--- Record extracts Enclosed Below ---
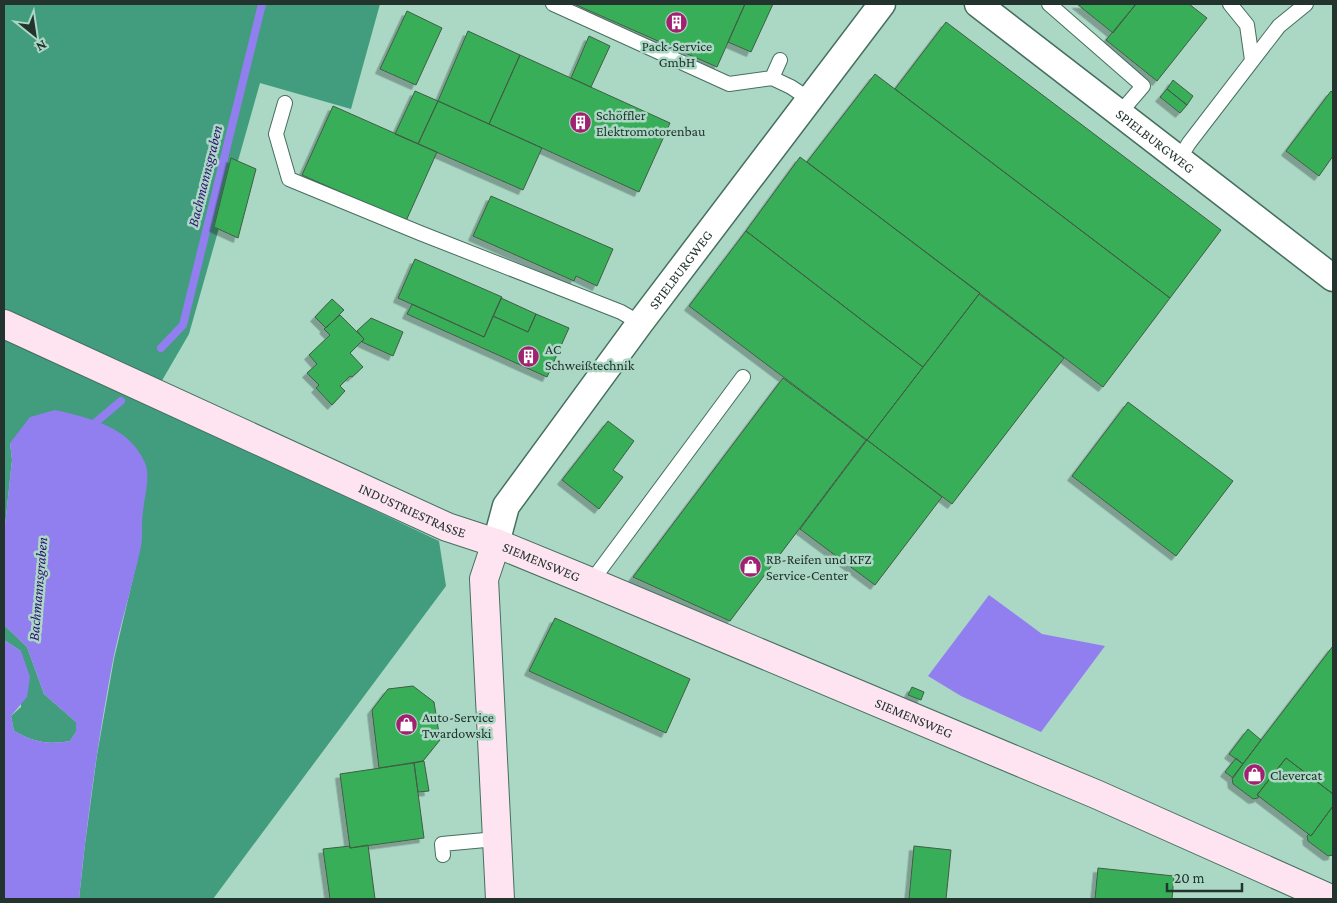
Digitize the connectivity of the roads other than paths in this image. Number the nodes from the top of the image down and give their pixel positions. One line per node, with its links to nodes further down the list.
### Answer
1 (553, 4): 9 (lane)
2 (882, 4): 10 (street, SPIELBURGWEG)
3 (1050, 4): 12 (lane)
4 (1230, 4): 8 (lane)
5 (1306, 4): 8 (lane)
6 (990, 7): 12 (street, SPIELBURGWEG)
7 (780, 60): 9 (lane)
8 (1252, 60): 13 (lane)
9 (772, 78): 10 (lane)
10 (809, 99): 15 (street, SPIELBURGWEG)
11 (285, 103): 15 (lane)
12 (1119, 114): 13 (street, SPIELBURGWEG)
13 (1179, 159): 14 (street, SPIELBURGWEG)
14 (1333, 278)
15 (640, 323): 18 (street, SPIELBURGWEG)
16 (4, 324): 18 (street, INDUSTRIESTRASSE)
17 (743, 377): 19 (lane)
18 (496, 543): 19 (street, SIEMENSWEG); 20 (street)
19 (591, 582): 24 (street, SIEMENSWEG)
20 (496, 839): 21 (lane); 23 (street)
21 (443, 845)
22 (1333, 896): 24 (lane)
23 (500, 899)
24 (1331, 899)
--- End of Enclosed Record extracts ---
Work request: All of the records need to be reproduced exactly, with each picture omitted.

Result:
Digitize the connectivity of the roads other than paths in this image. Number the nodes from the top of the image down and give their pixel positions. One line per node, with its links to nodes further down the list.
### Answer
1 (553, 4): 9 (lane)
2 (882, 4): 10 (street, SPIELBURGWEG)
3 (1050, 4): 12 (lane)
4 (1230, 4): 8 (lane)
5 (1306, 4): 8 (lane)
6 (990, 7): 12 (street, SPIELBURGWEG)
7 (780, 60): 9 (lane)
8 (1252, 60): 13 (lane)
9 (772, 78): 10 (lane)
10 (809, 99): 15 (street, SPIELBURGWEG)
11 (285, 103): 15 (lane)
12 (1119, 114): 13 (street, SPIELBURGWEG)
13 (1179, 159): 14 (street, SPIELBURGWEG)
14 (1333, 278)
15 (640, 323): 18 (street, SPIELBURGWEG)
16 (4, 324): 18 (street, INDUSTRIESTRASSE)
17 (743, 377): 19 (lane)
18 (496, 543): 19 (street, SIEMENSWEG); 20 (street)
19 (591, 582): 24 (street, SIEMENSWEG)
20 (496, 839): 21 (lane); 23 (street)
21 (443, 845)
22 (1333, 896): 24 (lane)
23 (500, 899)
24 (1331, 899)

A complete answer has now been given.